Lying in her bed takes me back to the beginning. The first days, weeks and then months of Separation. The Year He Left was 2007. It stretched out. It encompassed more, much more than the huge event of the birth of our second child that same year. The tears were ever flowing. In the car, at the gym, at the doctor, and of course, in the shower. But those tears of grief and loss and worry could be alone, with just me. It didn't matter if I got stares from passer-bys if I was in public. I was still in my world and mine alone. It didn't matter if a stranger had to ask "Are you okay?" But crying in front of my children hurts. Hurts me, hurts them.

Mama can't always be perfect.

When she progressed from crib to "big girl bed" it was January 2008. I would lay with her nightly to get her to sleep. And for many nights, with her drifting to sleep, I silently cried as she twirled my hair. I constantly read her wall where letters formed the word DREAM. I would close my eyes and try.

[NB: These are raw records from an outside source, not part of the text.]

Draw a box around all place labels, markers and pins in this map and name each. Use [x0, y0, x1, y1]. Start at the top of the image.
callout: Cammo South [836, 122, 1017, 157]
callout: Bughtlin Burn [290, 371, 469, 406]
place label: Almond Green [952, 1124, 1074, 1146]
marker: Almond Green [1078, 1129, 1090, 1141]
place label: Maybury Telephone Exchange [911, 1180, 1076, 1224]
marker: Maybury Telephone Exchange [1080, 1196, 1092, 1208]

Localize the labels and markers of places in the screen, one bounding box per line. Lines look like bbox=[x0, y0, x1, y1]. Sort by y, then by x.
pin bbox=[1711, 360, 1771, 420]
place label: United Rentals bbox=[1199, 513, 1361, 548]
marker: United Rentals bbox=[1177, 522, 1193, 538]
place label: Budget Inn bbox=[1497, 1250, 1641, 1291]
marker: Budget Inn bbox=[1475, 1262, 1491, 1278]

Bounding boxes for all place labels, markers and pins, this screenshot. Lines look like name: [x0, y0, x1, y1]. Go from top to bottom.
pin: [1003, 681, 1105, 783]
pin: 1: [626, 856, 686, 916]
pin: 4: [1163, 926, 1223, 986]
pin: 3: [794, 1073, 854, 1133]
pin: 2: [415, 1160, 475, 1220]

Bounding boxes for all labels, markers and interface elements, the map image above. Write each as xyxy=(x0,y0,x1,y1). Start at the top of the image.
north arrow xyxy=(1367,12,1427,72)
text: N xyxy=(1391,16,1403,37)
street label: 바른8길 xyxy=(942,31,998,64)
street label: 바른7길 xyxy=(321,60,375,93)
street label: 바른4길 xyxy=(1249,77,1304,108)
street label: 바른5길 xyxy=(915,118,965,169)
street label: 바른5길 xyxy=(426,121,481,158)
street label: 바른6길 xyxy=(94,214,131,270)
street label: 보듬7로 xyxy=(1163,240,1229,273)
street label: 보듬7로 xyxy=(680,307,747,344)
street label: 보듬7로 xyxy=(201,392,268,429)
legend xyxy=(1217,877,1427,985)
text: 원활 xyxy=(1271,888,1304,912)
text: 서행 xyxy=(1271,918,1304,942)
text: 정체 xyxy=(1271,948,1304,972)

When the tears fell today in her bed beside her, it brought back pangs of hurt and memories good and bad like it was 2007 all over. But this time she was awake. This time I didn't have time to turn away from her stare. This time she is older. And this time she put her hand on my hair, and without twirling it, said, "Don't be sad Mama, it's okay."

I say thank you, we hug again and I now I know it will be.